STORAGE
San Diego Supercomputer Center Completes Major Storage Upgrade
Archival Capacity Grows by 43% to 36 Petabytes to Support Extreme Data-Intensive Needs
The San Diego Supercomputer Center (SDSC) at the University of California, San Diego, has completed a comprehensive upgrade to significantly expand its tape-based archival storage capacity to a total 36 petabytes (PB), or 36 thousand trillion bytes of information. The upgrade maintains the university’s standing as having the largest archival storage capacity of any educational institution in the world.
SDSC recently entered production with 32 x IBM EU6 (TS1130) tape drives to support its archival storage systems (HPSS and SAM-QFS). The new IBM System Storage TS1130 Tape Drive provides higher densities on the tape cartridges, giving SDSC the ability to store up to one terabyte (TB) of uncompressed data per cartridge, up from 700 gigabytes (GB). With a native data rate of 160 megabytes per second (MB/s), storage backups can now be completed up to 54 percent faster than the previous- generation drive E05 (TS1120).

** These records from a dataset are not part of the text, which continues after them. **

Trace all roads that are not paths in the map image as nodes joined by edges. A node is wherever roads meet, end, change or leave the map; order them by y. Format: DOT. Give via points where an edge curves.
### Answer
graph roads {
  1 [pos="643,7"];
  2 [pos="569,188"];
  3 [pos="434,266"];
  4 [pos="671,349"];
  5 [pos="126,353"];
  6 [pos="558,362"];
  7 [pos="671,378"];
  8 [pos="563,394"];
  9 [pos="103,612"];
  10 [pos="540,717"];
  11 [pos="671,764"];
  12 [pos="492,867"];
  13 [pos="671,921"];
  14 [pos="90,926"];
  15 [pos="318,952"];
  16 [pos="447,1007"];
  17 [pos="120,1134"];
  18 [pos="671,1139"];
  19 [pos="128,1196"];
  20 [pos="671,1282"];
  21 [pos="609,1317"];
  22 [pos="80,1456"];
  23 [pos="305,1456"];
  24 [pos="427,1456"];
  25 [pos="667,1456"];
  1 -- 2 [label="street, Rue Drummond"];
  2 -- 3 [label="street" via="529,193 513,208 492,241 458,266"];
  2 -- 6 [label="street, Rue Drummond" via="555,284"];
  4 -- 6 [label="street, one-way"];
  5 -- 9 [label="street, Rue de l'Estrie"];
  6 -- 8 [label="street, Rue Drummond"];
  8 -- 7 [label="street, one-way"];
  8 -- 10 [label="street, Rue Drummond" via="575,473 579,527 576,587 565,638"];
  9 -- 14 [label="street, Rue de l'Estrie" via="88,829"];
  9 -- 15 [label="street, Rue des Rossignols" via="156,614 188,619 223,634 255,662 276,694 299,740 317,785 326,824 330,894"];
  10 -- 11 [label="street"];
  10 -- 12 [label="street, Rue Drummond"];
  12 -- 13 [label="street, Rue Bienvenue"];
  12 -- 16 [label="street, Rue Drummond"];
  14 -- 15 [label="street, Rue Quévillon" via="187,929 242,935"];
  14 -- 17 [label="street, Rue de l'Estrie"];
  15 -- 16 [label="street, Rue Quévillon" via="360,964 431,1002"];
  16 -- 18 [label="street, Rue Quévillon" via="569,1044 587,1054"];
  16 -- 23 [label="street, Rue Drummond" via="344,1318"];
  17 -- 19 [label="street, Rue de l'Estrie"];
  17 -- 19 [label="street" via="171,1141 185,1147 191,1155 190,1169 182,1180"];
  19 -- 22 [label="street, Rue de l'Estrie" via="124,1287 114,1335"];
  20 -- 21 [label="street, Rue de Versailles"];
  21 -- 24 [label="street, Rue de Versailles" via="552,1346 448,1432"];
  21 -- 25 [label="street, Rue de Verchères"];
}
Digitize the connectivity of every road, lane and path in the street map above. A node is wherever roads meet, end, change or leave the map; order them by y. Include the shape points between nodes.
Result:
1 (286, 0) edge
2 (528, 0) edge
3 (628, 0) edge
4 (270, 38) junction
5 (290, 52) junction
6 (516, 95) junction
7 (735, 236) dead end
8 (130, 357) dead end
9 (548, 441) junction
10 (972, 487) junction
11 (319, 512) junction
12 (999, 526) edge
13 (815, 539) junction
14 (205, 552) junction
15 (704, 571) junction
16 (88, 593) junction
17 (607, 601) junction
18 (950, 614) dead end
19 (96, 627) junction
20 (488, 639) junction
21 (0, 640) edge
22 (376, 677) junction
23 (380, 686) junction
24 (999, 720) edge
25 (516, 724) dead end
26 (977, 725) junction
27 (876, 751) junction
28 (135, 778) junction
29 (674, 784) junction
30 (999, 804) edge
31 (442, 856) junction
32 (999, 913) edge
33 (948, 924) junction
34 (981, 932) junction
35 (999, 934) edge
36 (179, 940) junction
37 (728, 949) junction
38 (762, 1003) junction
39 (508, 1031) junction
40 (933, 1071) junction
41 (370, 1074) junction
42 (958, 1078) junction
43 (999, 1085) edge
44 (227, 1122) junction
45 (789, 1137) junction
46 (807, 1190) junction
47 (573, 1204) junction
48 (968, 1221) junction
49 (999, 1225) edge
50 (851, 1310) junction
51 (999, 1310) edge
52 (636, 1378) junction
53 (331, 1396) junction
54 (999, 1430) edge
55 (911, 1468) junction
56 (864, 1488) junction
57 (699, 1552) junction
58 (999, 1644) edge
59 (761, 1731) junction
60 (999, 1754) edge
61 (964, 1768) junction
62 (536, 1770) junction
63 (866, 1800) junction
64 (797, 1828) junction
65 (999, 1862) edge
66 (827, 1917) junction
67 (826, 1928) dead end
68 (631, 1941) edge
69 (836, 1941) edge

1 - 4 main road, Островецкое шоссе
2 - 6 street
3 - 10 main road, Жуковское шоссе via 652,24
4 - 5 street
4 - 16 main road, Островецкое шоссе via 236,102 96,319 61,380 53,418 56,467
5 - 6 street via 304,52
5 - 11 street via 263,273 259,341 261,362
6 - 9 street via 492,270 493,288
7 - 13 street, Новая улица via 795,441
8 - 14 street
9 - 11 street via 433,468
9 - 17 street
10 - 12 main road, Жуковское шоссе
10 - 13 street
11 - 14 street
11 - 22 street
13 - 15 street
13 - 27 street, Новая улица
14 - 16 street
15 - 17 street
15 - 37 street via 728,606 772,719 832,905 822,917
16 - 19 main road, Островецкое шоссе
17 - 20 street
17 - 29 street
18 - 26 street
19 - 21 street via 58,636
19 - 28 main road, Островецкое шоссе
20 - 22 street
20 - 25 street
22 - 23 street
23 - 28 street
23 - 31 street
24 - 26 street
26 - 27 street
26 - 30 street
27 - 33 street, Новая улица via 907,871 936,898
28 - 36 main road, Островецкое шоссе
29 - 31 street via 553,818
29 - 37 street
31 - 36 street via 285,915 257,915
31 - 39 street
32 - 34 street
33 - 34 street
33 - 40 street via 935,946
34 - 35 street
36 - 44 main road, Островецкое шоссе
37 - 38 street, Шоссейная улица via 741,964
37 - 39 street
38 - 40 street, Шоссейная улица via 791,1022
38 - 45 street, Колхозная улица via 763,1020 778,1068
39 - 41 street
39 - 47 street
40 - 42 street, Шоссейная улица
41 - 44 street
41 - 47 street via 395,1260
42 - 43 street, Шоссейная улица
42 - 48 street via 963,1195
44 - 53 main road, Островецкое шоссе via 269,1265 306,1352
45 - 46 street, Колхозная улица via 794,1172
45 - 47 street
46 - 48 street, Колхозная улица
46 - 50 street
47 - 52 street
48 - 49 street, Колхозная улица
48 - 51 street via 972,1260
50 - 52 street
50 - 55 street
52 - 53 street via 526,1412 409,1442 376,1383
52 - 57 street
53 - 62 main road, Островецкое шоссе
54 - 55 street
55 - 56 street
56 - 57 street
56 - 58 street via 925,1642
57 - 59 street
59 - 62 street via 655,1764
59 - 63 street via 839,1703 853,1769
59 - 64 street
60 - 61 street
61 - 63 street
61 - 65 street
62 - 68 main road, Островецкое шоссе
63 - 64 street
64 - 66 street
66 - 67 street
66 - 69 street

With these changes, SDSC’s archival tape storage capacity was increased by 43 percent, to 36 petabytes from 25 petabytes. To put that in perspective, 36 PB is approximately 1,400 times the digital plain-text equivalent of the entire printed collection residing in the Library of Congress. In addition, SDSC has an additional 3 PB of online disk storage.
According to the latest annual report from IDC, a global provider of information technology information based in Framingham, Mass., the amount of digital information is expanding so rapidly that in 2007, for the first time ever, the amount of information created, captured, or replicated exceeded available storage capacity. Moreover, the report said that the digital universe grew to an estimated 281 exabytes (281 quintillion bytes) last year – 10 percent more than previously forecast. With that figure expected to grow almost 10-fold in just three years, by 2011 almost half the digital information generated will not have a permanent home.
“Having adequate amounts of storage capacity for this deluge of digital information is becoming a major issue for every one of us, whether we are in academia, government, or commerce,” said Richard Moore, Deputy Director of SDSC.
SDSC hosts an allocated storage infrastructure for community digital collections for a diverse range of disciplines. Nearly 100 collections are housed at SDSC, including digital data from the Library of Congress, tomographic images of the human brain, astronomical observations from the 2-Micron All Sky Survey, digital visualizations of earthquake simulations, and tsunami data. The collections also include digital videos of bee behavior, Chinese text from the Pacific Rim Library Alliance, and digital images of Japanese art.
SDSC also hosts the Protein Data Bank, a global resource for protein information that to-date has more than 55,000 protein structures catalogued in its online database. SDSC also is partnering with UCSD Libraries, the National Center for Atmospheric Research, and the University of Maryland in a data preservation project called Chronopolis, a geographically distributed data grid that supports the long-term management, stewardship, and access to digital collections. The system incorporates “trust” and reliability through replication, service level agreements, monitoring, and rule-based systems.
The storage upgrades at SDSC follow the opening of a new 80,000 square-foot building expansion last fall, doubling the overall size of the supercomputer center on the UC San Diego campus. The new building contains a new energy-efficient data center, giving SDSC about 18,000 square feet of overall machine room space.